▼▼▼

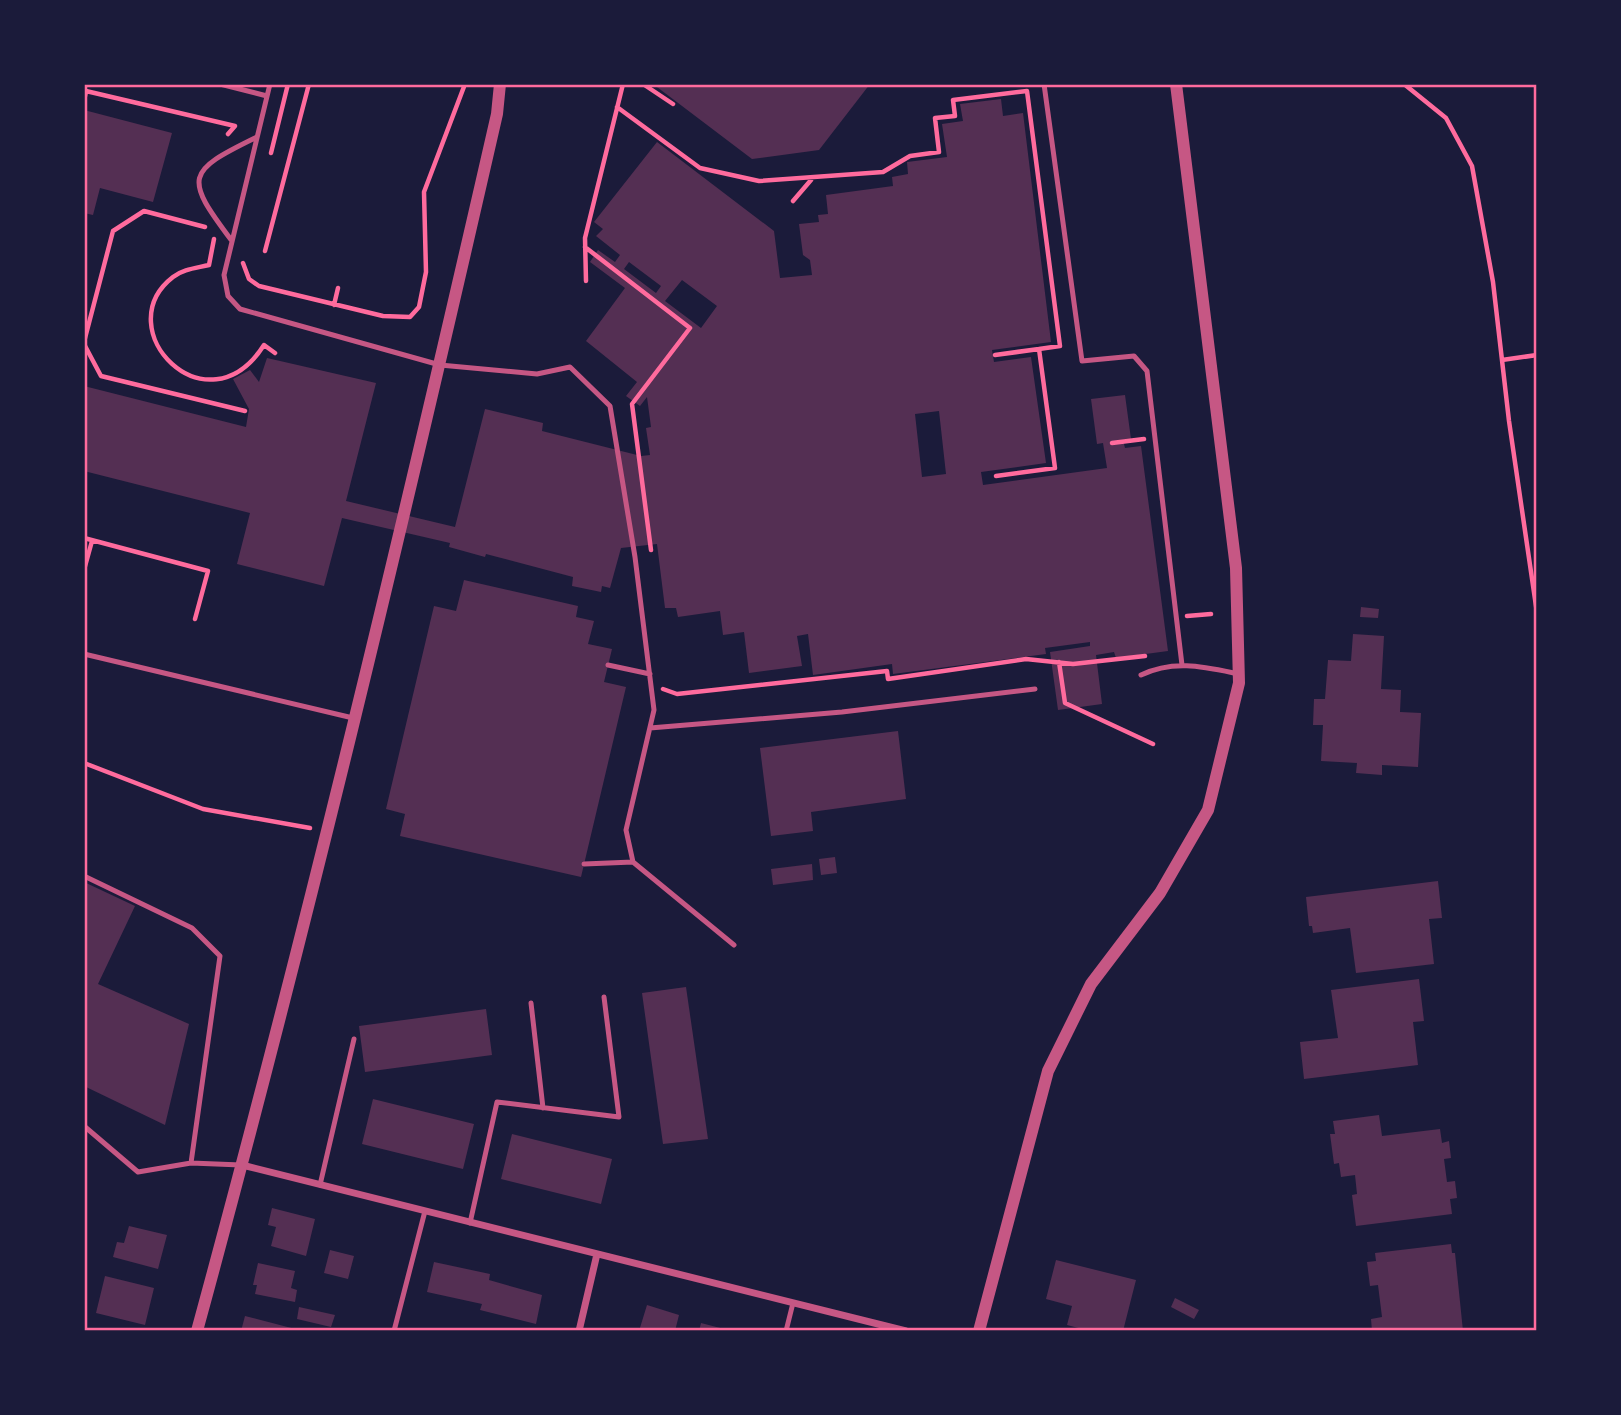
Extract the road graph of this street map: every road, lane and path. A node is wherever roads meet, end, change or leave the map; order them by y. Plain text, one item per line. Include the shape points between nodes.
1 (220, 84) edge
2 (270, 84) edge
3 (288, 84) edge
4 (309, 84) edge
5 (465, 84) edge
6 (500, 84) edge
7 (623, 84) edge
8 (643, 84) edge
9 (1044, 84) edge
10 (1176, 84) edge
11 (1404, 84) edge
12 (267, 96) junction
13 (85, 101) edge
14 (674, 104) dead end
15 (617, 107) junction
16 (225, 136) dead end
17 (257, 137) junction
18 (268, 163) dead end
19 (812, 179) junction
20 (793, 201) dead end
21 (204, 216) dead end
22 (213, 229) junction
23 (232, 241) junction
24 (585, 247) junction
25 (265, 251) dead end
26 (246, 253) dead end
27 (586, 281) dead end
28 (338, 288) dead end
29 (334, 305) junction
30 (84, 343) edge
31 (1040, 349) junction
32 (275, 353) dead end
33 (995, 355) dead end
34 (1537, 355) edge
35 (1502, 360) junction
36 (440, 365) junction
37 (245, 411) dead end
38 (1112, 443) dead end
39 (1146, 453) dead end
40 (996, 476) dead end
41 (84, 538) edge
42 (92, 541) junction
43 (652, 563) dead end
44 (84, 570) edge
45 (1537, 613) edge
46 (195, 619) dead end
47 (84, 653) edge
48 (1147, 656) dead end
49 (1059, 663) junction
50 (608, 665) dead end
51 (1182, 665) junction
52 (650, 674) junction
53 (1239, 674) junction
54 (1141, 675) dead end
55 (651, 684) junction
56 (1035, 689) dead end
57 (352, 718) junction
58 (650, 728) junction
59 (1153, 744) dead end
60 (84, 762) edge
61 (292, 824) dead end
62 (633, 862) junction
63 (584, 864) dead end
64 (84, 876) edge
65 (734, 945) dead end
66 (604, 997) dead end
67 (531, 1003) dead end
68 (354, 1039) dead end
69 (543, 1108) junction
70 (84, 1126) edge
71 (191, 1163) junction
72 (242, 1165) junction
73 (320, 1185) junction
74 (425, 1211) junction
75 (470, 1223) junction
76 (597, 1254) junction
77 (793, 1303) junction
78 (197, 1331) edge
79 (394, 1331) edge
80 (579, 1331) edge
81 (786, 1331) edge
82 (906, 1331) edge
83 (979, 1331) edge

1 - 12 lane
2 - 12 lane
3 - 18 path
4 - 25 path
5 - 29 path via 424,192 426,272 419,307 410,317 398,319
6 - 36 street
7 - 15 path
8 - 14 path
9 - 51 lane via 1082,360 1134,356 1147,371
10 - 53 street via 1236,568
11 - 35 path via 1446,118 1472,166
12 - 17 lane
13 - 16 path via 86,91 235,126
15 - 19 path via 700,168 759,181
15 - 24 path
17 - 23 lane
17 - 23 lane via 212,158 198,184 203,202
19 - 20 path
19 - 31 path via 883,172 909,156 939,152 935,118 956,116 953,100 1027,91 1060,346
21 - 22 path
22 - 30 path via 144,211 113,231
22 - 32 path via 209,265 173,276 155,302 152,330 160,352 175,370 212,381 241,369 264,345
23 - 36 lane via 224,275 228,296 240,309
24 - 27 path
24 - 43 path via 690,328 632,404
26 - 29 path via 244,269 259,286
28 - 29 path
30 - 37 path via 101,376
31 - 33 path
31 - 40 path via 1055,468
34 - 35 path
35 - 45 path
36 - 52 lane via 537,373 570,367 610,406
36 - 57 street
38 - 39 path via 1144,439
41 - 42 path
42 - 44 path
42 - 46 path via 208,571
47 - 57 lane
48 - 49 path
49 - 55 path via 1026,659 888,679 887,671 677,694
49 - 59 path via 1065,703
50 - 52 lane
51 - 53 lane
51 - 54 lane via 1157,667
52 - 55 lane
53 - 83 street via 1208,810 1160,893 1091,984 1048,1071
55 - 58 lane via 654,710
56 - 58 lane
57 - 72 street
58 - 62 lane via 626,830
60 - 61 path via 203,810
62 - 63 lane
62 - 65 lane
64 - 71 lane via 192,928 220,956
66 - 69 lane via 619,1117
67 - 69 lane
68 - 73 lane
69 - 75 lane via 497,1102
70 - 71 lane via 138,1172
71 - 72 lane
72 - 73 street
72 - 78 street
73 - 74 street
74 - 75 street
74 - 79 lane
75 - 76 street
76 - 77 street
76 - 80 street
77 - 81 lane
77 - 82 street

▲▲▲

Assigned task: Print the data above exactly; drop every picture.

Answer below:
Extract the road graph of this street map: every road, lane and path. A node is wherever roads meet, end, change or leave the map; order them by y. Plain text, one item per line. Include the shape points between nodes.
1 (220, 84) edge
2 (270, 84) edge
3 (288, 84) edge
4 (309, 84) edge
5 (465, 84) edge
6 (500, 84) edge
7 (623, 84) edge
8 (643, 84) edge
9 (1044, 84) edge
10 (1176, 84) edge
11 (1404, 84) edge
12 (267, 96) junction
13 (85, 101) edge
14 (674, 104) dead end
15 (617, 107) junction
16 (225, 136) dead end
17 (257, 137) junction
18 (268, 163) dead end
19 (812, 179) junction
20 (793, 201) dead end
21 (204, 216) dead end
22 (213, 229) junction
23 (232, 241) junction
24 (585, 247) junction
25 (265, 251) dead end
26 (246, 253) dead end
27 (586, 281) dead end
28 (338, 288) dead end
29 (334, 305) junction
30 (84, 343) edge
31 (1040, 349) junction
32 (275, 353) dead end
33 (995, 355) dead end
34 (1537, 355) edge
35 (1502, 360) junction
36 (440, 365) junction
37 (245, 411) dead end
38 (1112, 443) dead end
39 (1146, 453) dead end
40 (996, 476) dead end
41 (84, 538) edge
42 (92, 541) junction
43 (652, 563) dead end
44 (84, 570) edge
45 (1537, 613) edge
46 (195, 619) dead end
47 (84, 653) edge
48 (1147, 656) dead end
49 (1059, 663) junction
50 (608, 665) dead end
51 (1182, 665) junction
52 (650, 674) junction
53 (1239, 674) junction
54 (1141, 675) dead end
55 (651, 684) junction
56 (1035, 689) dead end
57 (352, 718) junction
58 (650, 728) junction
59 (1153, 744) dead end
60 (84, 762) edge
61 (292, 824) dead end
62 (633, 862) junction
63 (584, 864) dead end
64 (84, 876) edge
65 (734, 945) dead end
66 (604, 997) dead end
67 (531, 1003) dead end
68 (354, 1039) dead end
69 (543, 1108) junction
70 (84, 1126) edge
71 (191, 1163) junction
72 (242, 1165) junction
73 (320, 1185) junction
74 (425, 1211) junction
75 (470, 1223) junction
76 (597, 1254) junction
77 (793, 1303) junction
78 (197, 1331) edge
79 (394, 1331) edge
80 (579, 1331) edge
81 (786, 1331) edge
82 (906, 1331) edge
83 (979, 1331) edge

1 - 12 lane
2 - 12 lane
3 - 18 path
4 - 25 path
5 - 29 path via 424,192 426,272 419,307 410,317 398,319
6 - 36 street
7 - 15 path
8 - 14 path
9 - 51 lane via 1082,360 1134,356 1147,371
10 - 53 street via 1236,568
11 - 35 path via 1446,118 1472,166
12 - 17 lane
13 - 16 path via 86,91 235,126
15 - 19 path via 700,168 759,181
15 - 24 path
17 - 23 lane
17 - 23 lane via 212,158 198,184 203,202
19 - 20 path
19 - 31 path via 883,172 909,156 939,152 935,118 956,116 953,100 1027,91 1060,346
21 - 22 path
22 - 30 path via 144,211 113,231
22 - 32 path via 209,265 173,276 155,302 152,330 160,352 175,370 212,381 241,369 264,345
23 - 36 lane via 224,275 228,296 240,309
24 - 27 path
24 - 43 path via 690,328 632,404
26 - 29 path via 244,269 259,286
28 - 29 path
30 - 37 path via 101,376
31 - 33 path
31 - 40 path via 1055,468
34 - 35 path
35 - 45 path
36 - 52 lane via 537,373 570,367 610,406
36 - 57 street
38 - 39 path via 1144,439
41 - 42 path
42 - 44 path
42 - 46 path via 208,571
47 - 57 lane
48 - 49 path
49 - 55 path via 1026,659 888,679 887,671 677,694
49 - 59 path via 1065,703
50 - 52 lane
51 - 53 lane
51 - 54 lane via 1157,667
52 - 55 lane
53 - 83 street via 1208,810 1160,893 1091,984 1048,1071
55 - 58 lane via 654,710
56 - 58 lane
57 - 72 street
58 - 62 lane via 626,830
60 - 61 path via 203,810
62 - 63 lane
62 - 65 lane
64 - 71 lane via 192,928 220,956
66 - 69 lane via 619,1117
67 - 69 lane
68 - 73 lane
69 - 75 lane via 497,1102
70 - 71 lane via 138,1172
71 - 72 lane
72 - 73 street
72 - 78 street
73 - 74 street
74 - 75 street
74 - 79 lane
75 - 76 street
76 - 77 street
76 - 80 street
77 - 81 lane
77 - 82 street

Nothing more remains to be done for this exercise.